17. Many mid-19th Century Protestants in the United States believed in a Catholic plot to seize the American nation and impose tyranny
Remembered primarily for his contributions to the development of the eponymous telegraph code, Samuel Morse was also a prominent exponent of anti-Catholic conspiracy theories during the mid-19th century. Running unsuccessfully for Mayor of New York in 1836 as the candidate for the Nativist Party – an extreme anti-immigration party opposed to foreigners – the year before Morse had published Foreign Conspiracy Against the Liberties of the United States. Claiming in his work of a Papist plot to seize control of the United States, Morse detailed an extensive conspiracy to impose the political will of the Vatican over that of the American Constitution.

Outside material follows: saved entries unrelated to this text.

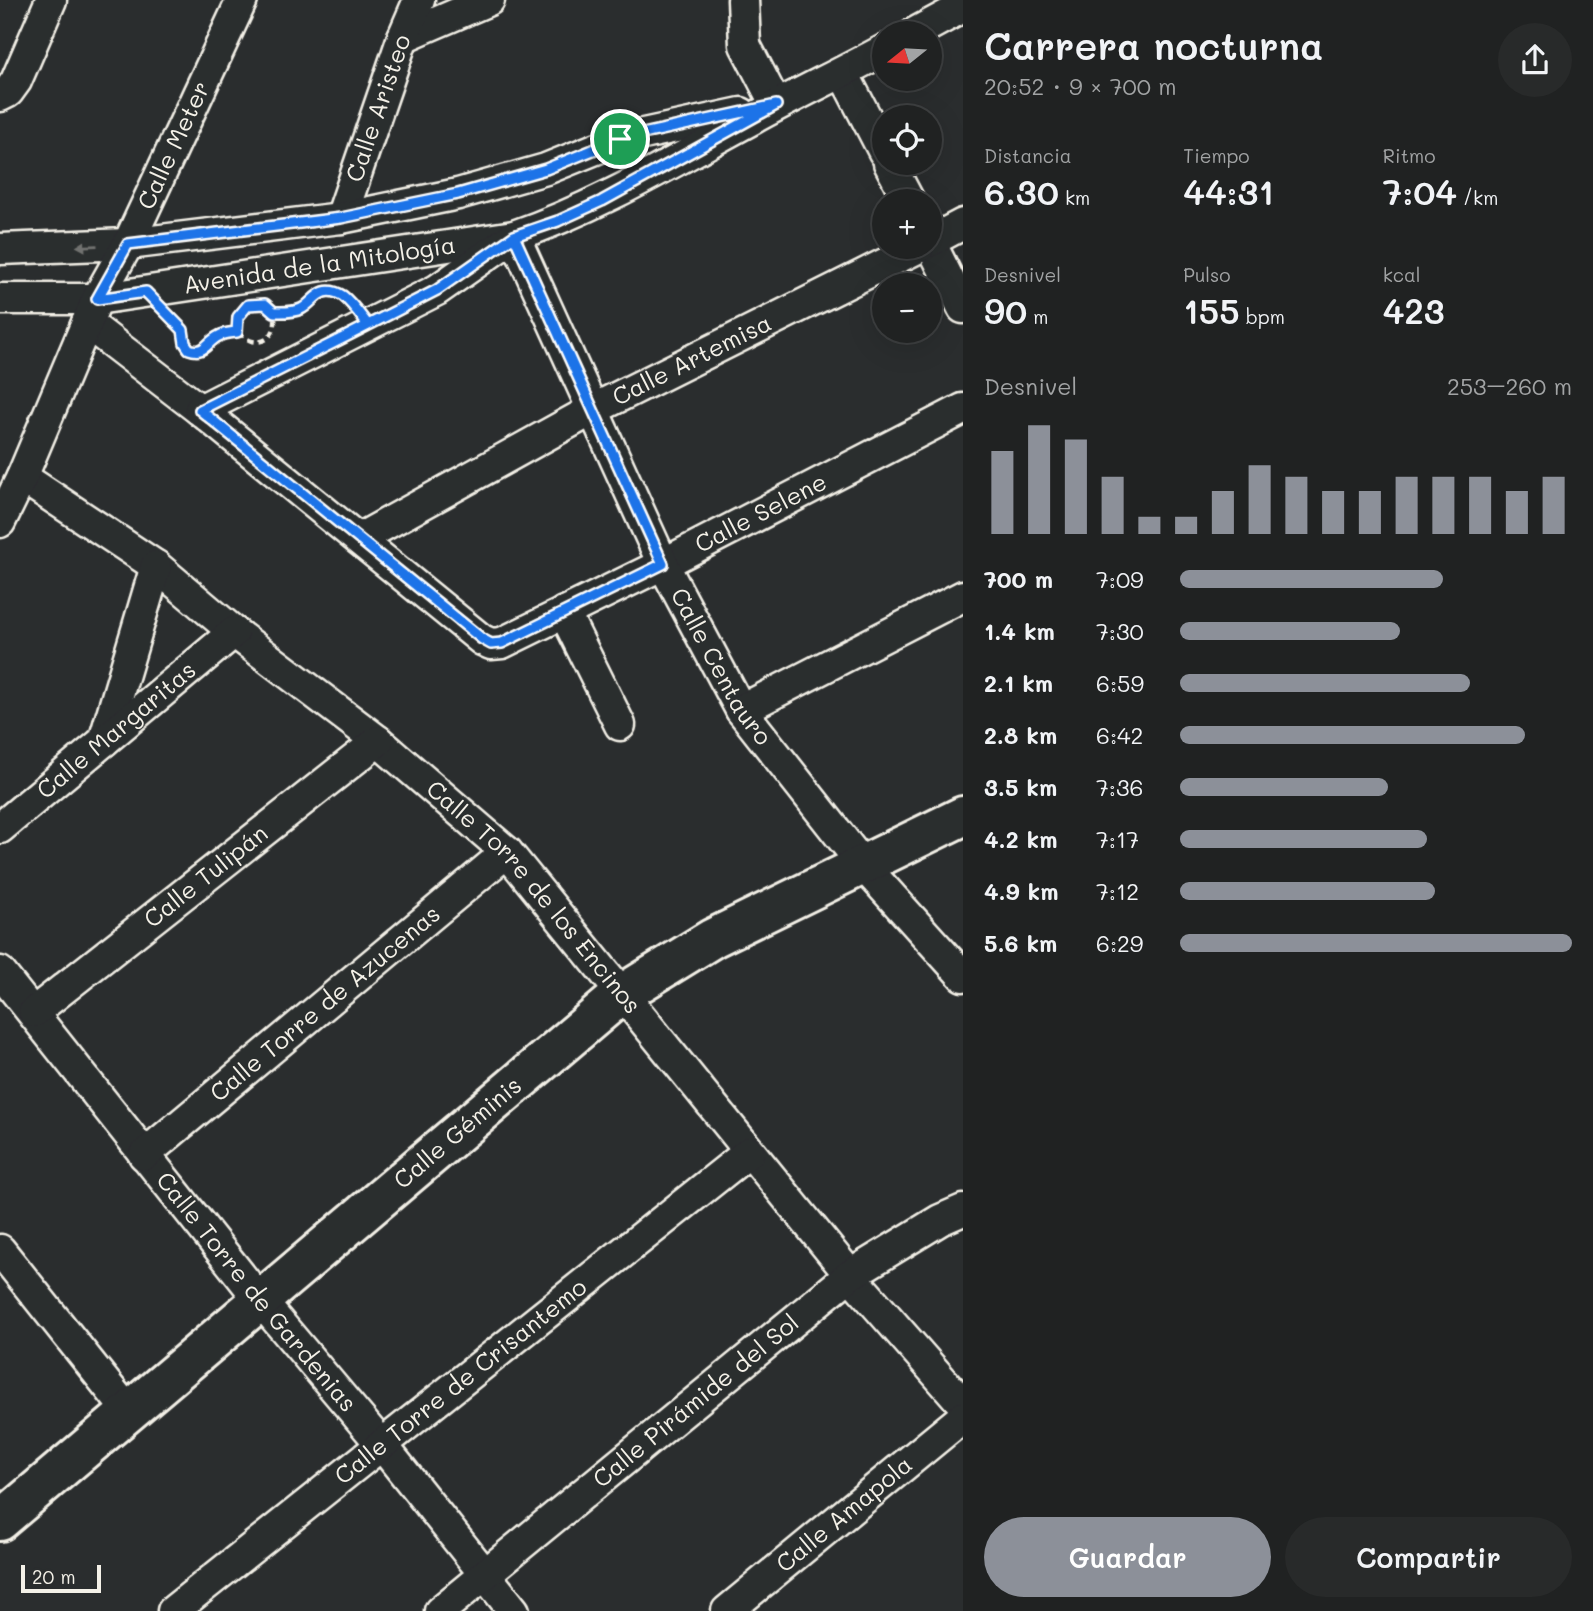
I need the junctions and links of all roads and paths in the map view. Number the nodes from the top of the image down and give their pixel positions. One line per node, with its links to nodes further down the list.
1 (51, 0): 11 (street)
2 (242, 0): 18 (street, Calle Meter)
3 (419, 0): 8 (street, Calle Aristeo)
4 (489, 0): 8 (street)
5 (743, 0): 12 (street)
6 (963, 6): 7 (street)
7 (936, 21)
8 (403, 37): 14 (street, Calle Aristeo)
9 (872, 57): 10 (street, Avenida de la Mitología)
10 (843, 73): 12 (street, Avenida de la Mitología); 13 (street)
11 (0, 96)
12 (776, 105): 14 (street, Avenida de la Mitología); 17 (street, Avenida de la Mitología)
13 (872, 129)
14 (341, 218): 18 (street, Avenida de la Mitología)
15 (963, 224): 16 (street)
16 (942, 234)
17 (514, 236): 22 (street, Avenida de la Mitología); 29 (street); 33 (street, Calle Centauro)
18 (128, 244): 19 (street, Avenida de la Mitología, one-way to 19); 27 (street, Calle Meter)
19 (0, 249)
20 (895, 259): 33 (street, Calle Artemisa)
21 (938, 259): 26 (street)
22 (146, 292): 27 (street, Avenida de la Mitología); 30 (path)
23 (326, 292): 29 (path)
24 (318, 294): 28 (path)
25 (0, 299): 27 (street, Avenida de la Mitología)
26 (963, 309)
27 (92, 311): 32 (street, Calle Selene); 34 (street, Calle Meter)
28 (274, 312): 30 (path); 30 (path)
29 (368, 325): 32 (street)
30 (237, 332)
31 (963, 409): 37 (street, Calle Selene)
32 (200, 410): 36 (street, Calle Selene)
33 (592, 410): 36 (street, Calle Artemisa); 37 (street, Calle Centauro)
34 (22, 477): 35 (street, Calle Meter); 38 (street, Calle Torre de los Encinos)
35 (0, 522)
36 (359, 539): 40 (street, Calle Selene)
37 (663, 564): 40 (street, Calle Selene); 42 (street, Calle Centauro)
38 (156, 566): 41 (street, Calle Torre de los Encinos); 44 (street)
39 (963, 596): 42 (street)
40 (564, 612): 43 (street)
41 (234, 632): 44 (street, Calle Margaritas); 45 (street, Calle Torre de los Encinos)
42 (741, 710): 49 (street, Calle Centauro)
43 (620, 725)
44 (104, 741): 47 (street, Calle Margaritas)
45 (378, 741): 48 (street, Calle Torre de los Encinos); 53 (street, Calle Tulipán)
46 (963, 816): 49 (street, Calle Géminis)
47 (0, 828)
48 (507, 852): 52 (street, Calle Torre de los Encinos); 55 (street, Calle Torre de Azucenas)
49 (863, 865): 51 (street, Calle Centauro); 52 (street, Calle Géminis)
50 (0, 972): 53 (street, Calle Torre de Gardenias)
51 (963, 976)
52 (622, 993): 54 (street, Calle Torre de los Encinos); 59 (street, Calle Géminis)
53 (34, 1012): 55 (street, Calle Torre de Gardenias)
54 (749, 1152): 58 (street, Calle Torre de los Encinos); 63 (street, Calle Torre de Crisantemo)
55 (144, 1155): 59 (street, Calle Torre de Gardenias)
56 (963, 1209): 58 (street, Calle Pirámide del Sol)
57 (0, 1250): 61 (street)
58 (850, 1275): 60 (street, Calle Torre de los Encinos); 65 (street, Calle Pirámide del Sol)
59 (260, 1300): 61 (street, Calle Géminis); 63 (street, Calle Torre de Gardenias)
60 (963, 1404)
61 (128, 1411): 64 (street, Calle Géminis)
62 (963, 1417): 69 (street, Calle Amapola)
63 (382, 1445): 65 (street, Calle Torre de Gardenias); 66 (street, Calle Torre de Crisantemo)
64 (0, 1521)
65 (485, 1574): 67 (street, Calle Pirámide del Sol); 68 (street, Calle Torre de Gardenias)
66 (173, 1611)
67 (440, 1611)
68 (514, 1611)
69 (727, 1611)

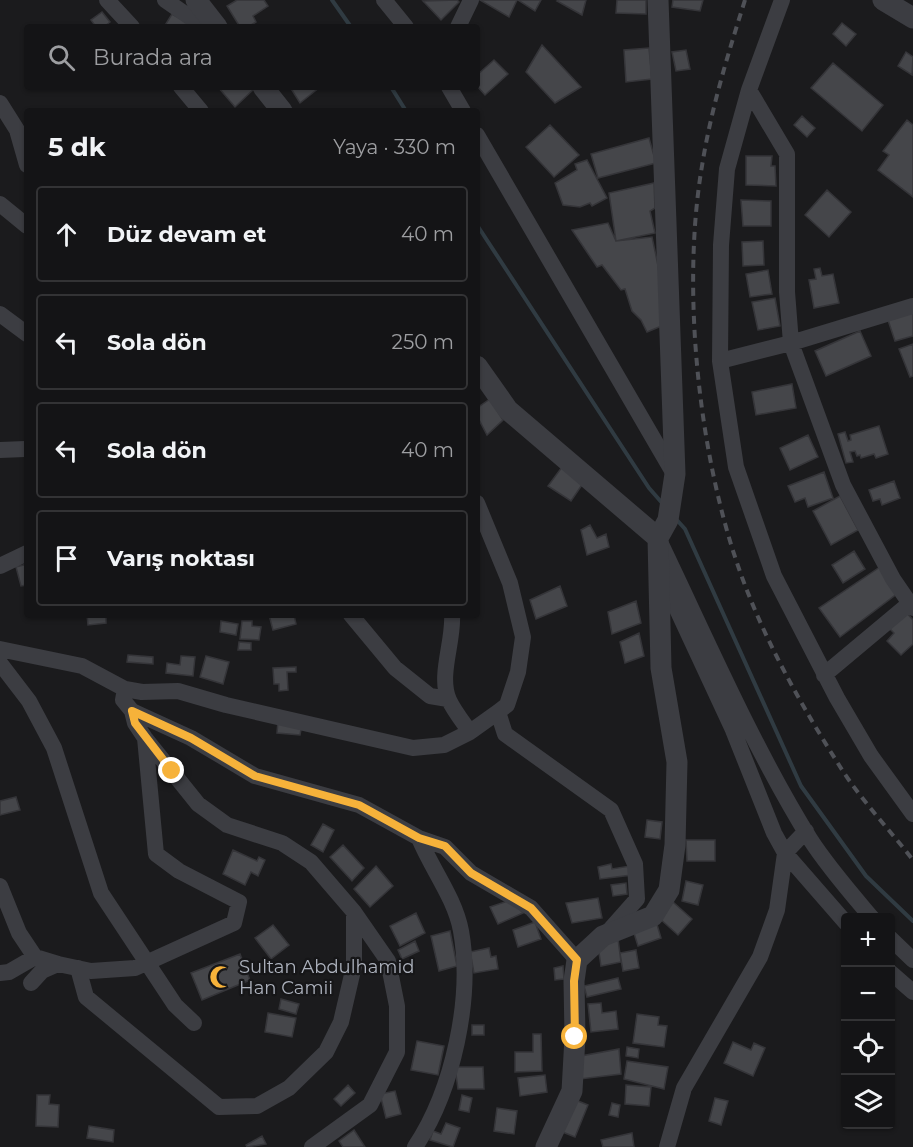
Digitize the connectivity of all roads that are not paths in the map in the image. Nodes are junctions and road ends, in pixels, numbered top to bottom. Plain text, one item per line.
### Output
1 (107, 0) edge
2 (165, 0) edge
3 (196, 0) edge
4 (384, 0) edge
5 (471, 0) edge
6 (658, 0) edge
7 (782, 0) edge
8 (883, 0) edge
9 (913, 18) edge
10 (129, 24) edge
11 (200, 24) edge
12 (215, 24) edge
13 (404, 24) edge
14 (459, 24) edge
15 (184, 90) edge
16 (265, 90) edge
17 (451, 90) edge
18 (749, 90) junction
19 (0, 103) edge
20 (198, 108) edge
21 (280, 108) edge
22 (461, 108) edge
23 (480, 140) edge
24 (24, 154) edge
25 (0, 204) edge
26 (24, 224) edge
27 (913, 306) edge
28 (0, 314) edge
29 (24, 332) edge
30 (792, 343) junction
31 (720, 361) junction
32 (480, 370) edge
33 (24, 449) edge
34 (0, 450) edge
35 (674, 480) junction
36 (480, 510) edge
37 (663, 529) junction
38 (24, 554) edge
39 (0, 566) edge
40 (911, 606) edge
41 (353, 618) edge
42 (452, 618) edge
43 (0, 649) edge
44 (0, 663) edge
45 (824, 675) junction
46 (125, 689) junction
47 (448, 699) junction
48 (132, 711) junction
49 (498, 712) junction
50 (470, 732) junction
51 (145, 738) junction
52 (913, 814) edge
53 (806, 831) junction
54 (419, 838) junction
55 (785, 853) junction
56 (0, 886) edge
57 (354, 912) junction
58 (868, 913) edge
59 (841, 917) edge
60 (603, 936) junction
61 (895, 942) edge
62 (35, 957) junction
63 (577, 960) junction
64 (913, 960) edge
65 (149, 963) junction
66 (58, 964) junction
67 (78, 968) junction
68 (0, 973) edge
69 (895, 976) edge
70 (31, 983) dead end
71 (913, 992) edge
72 (194, 1023) dead end
73 (312, 1147) edge
74 (415, 1147) edge
75 (546, 1147) edge
76 (667, 1147) edge

1 - 10 street
2 - 11 street
3 - 12 street
4 - 13 street
5 - 14 street
6 - 35 street
7 - 18 street
8 - 9 street
15 - 20 street
16 - 21 street
17 - 22 street
18 - 30 street
18 - 31 street
19 - 24 street
23 - 35 street
25 - 26 street
27 - 30 street
28 - 29 street
30 - 31 street
30 - 40 street
31 - 45 street
32 - 37 street
33 - 34 street
35 - 37 street
36 - 49 street
37 - 53 street
37 - 55 street
37 - 60 street
38 - 39 street
40 - 45 street
41 - 47 street
42 - 47 street
43 - 46 street
44 - 65 street
45 - 52 street
46 - 48 street
46 - 50 street
47 - 50 street
48 - 51 street
48 - 54 street
49 - 50 street
49 - 60 street
51 - 57 street
51 - 65 street
53 - 55 street
53 - 58 street
54 - 63 street
54 - 74 street
55 - 59 street
55 - 76 street
56 - 62 street
57 - 67 street
57 - 73 street
60 - 63 street
61 - 64 street
62 - 66 street
62 - 68 street
63 - 75 street
65 - 67 street
65 - 72 street
66 - 67 street
66 - 70 street
69 - 71 street

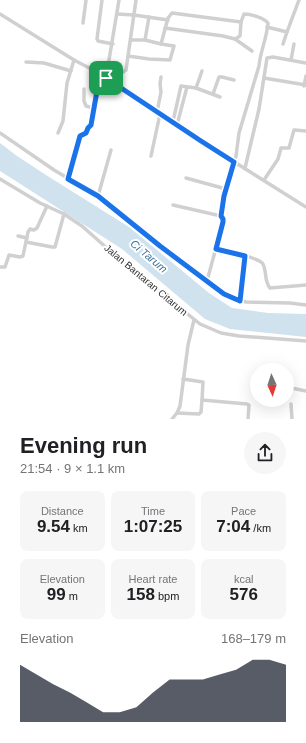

Not the sole source of “Romanist” conspiracy theories, anti-Catholic sentiment gave way throughout the mid-century to wild accusations of intrigue and secret covenants. Triggered chiefly by the mass immigration of Irish and German Catholics between 1830 and 1860, Pope Pius IX’s suppression of the liberal Revolutions of 1848 provided fuel to already heightened Protestant fears in America. Resulting in the creation of several organizations, including the Order of the Star Spangled Banner and the Know-Nothing Party, these groups came to represent a surprisingly mainstream opinion in the United States that Catholics were seeking to undermine and destroy the Protestant way of life.